------ THE DATA

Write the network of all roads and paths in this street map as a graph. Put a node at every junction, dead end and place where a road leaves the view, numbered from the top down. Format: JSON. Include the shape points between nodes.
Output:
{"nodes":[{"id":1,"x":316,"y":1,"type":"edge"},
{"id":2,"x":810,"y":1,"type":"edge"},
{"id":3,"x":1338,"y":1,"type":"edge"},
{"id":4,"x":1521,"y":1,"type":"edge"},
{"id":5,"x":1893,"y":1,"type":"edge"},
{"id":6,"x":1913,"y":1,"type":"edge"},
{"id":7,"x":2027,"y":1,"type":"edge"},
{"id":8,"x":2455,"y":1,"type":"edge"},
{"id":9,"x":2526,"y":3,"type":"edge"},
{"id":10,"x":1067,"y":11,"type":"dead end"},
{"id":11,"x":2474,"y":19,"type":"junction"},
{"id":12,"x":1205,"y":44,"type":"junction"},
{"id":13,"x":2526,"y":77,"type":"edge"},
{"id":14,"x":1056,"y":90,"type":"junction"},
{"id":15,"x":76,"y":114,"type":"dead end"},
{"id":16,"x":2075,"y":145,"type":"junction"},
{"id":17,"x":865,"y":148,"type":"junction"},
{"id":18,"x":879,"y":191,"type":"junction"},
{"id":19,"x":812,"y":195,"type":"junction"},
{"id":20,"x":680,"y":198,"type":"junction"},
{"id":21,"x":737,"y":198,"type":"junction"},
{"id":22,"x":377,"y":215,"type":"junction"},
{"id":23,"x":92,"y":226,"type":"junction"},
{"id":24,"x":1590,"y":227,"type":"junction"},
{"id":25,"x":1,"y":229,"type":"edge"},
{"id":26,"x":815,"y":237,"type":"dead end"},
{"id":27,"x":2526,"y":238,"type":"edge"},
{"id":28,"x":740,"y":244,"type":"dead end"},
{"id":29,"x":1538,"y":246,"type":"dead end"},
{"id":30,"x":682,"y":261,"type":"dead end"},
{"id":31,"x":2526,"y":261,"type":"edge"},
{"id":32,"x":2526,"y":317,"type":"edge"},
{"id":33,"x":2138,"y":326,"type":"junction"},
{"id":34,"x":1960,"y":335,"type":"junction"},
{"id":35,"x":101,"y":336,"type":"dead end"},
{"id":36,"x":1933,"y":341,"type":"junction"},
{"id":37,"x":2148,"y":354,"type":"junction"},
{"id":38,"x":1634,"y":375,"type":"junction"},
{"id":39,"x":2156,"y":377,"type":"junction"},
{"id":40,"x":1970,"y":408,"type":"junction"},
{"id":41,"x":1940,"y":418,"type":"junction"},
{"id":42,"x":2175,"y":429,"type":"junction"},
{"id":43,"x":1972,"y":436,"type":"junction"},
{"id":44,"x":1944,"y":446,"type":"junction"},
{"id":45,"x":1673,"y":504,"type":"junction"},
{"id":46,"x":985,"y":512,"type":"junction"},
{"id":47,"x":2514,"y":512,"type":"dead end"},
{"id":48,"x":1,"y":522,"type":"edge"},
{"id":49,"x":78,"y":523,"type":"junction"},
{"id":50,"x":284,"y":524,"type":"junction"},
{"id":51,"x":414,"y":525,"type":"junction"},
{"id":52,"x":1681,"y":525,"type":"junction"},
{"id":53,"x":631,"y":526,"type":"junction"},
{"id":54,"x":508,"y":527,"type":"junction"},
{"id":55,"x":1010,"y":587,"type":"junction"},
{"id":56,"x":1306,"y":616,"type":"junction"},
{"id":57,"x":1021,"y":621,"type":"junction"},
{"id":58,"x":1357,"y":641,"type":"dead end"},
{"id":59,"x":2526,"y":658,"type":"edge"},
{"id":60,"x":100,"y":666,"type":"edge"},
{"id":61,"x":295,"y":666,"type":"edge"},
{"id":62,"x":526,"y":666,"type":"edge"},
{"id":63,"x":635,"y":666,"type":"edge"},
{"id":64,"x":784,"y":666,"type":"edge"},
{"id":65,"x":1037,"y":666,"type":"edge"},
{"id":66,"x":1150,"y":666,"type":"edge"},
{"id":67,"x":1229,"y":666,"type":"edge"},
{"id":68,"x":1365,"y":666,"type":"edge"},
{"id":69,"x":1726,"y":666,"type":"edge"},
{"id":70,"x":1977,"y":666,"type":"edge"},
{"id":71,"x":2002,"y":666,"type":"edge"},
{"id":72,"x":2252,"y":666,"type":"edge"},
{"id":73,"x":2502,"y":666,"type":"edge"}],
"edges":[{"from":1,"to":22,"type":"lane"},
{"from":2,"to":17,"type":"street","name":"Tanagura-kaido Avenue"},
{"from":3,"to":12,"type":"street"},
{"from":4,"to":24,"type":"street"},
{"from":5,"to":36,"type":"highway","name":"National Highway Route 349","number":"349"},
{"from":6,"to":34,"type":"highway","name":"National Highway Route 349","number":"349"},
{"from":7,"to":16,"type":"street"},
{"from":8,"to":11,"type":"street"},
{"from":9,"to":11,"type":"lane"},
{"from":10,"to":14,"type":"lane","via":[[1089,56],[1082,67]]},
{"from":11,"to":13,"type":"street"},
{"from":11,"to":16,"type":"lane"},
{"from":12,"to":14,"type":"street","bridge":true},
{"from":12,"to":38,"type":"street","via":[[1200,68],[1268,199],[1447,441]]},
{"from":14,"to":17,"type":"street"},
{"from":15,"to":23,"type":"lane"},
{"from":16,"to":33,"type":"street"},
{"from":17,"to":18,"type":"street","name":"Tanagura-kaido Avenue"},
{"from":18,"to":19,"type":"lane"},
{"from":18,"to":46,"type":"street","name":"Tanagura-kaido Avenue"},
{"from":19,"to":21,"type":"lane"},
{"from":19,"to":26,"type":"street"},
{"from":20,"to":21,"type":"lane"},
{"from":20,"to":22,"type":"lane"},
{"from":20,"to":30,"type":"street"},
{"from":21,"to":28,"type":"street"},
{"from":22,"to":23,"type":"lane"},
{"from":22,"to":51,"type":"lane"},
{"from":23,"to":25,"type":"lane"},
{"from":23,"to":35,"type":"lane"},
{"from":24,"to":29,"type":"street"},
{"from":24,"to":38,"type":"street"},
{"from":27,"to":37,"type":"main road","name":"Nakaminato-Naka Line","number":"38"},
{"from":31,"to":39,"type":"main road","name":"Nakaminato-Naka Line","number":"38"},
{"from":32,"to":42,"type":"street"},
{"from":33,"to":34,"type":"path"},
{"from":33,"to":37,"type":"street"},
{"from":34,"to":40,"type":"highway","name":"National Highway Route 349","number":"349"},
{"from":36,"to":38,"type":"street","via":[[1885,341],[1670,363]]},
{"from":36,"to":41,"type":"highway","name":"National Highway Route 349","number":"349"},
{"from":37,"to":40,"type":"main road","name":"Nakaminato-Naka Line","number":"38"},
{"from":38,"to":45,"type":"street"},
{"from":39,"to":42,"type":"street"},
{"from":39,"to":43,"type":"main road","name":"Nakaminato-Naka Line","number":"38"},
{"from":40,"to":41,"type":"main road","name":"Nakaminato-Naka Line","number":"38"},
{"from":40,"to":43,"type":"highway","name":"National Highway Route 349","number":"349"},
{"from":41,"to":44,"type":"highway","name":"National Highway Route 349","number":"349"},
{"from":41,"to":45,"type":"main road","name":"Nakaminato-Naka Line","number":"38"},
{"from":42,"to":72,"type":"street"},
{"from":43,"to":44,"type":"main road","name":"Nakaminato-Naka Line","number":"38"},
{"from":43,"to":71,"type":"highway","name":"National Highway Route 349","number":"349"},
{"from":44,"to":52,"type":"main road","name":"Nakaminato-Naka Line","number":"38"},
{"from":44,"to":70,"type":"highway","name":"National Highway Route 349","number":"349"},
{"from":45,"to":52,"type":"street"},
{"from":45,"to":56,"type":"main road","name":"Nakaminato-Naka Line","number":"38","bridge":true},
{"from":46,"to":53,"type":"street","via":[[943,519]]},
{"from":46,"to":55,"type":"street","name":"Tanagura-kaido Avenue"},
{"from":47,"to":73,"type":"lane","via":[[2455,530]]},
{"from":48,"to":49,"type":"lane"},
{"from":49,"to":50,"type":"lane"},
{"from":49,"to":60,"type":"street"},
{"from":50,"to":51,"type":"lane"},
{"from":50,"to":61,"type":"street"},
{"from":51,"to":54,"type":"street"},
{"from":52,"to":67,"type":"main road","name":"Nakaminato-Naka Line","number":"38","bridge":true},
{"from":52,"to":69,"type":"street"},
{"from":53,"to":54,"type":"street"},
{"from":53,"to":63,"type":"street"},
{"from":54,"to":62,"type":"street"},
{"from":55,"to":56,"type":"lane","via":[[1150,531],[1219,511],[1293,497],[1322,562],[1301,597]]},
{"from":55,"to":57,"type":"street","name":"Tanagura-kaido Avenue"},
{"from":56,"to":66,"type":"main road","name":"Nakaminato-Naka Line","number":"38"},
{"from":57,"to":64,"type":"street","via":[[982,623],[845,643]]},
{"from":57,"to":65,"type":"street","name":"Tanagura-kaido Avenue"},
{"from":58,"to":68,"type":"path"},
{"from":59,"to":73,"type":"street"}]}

------------

### REQUIREMENT
After checking the entries, state how many lines contain "Route", and write nothing but the number.

### EXERCISE RESPONSE
8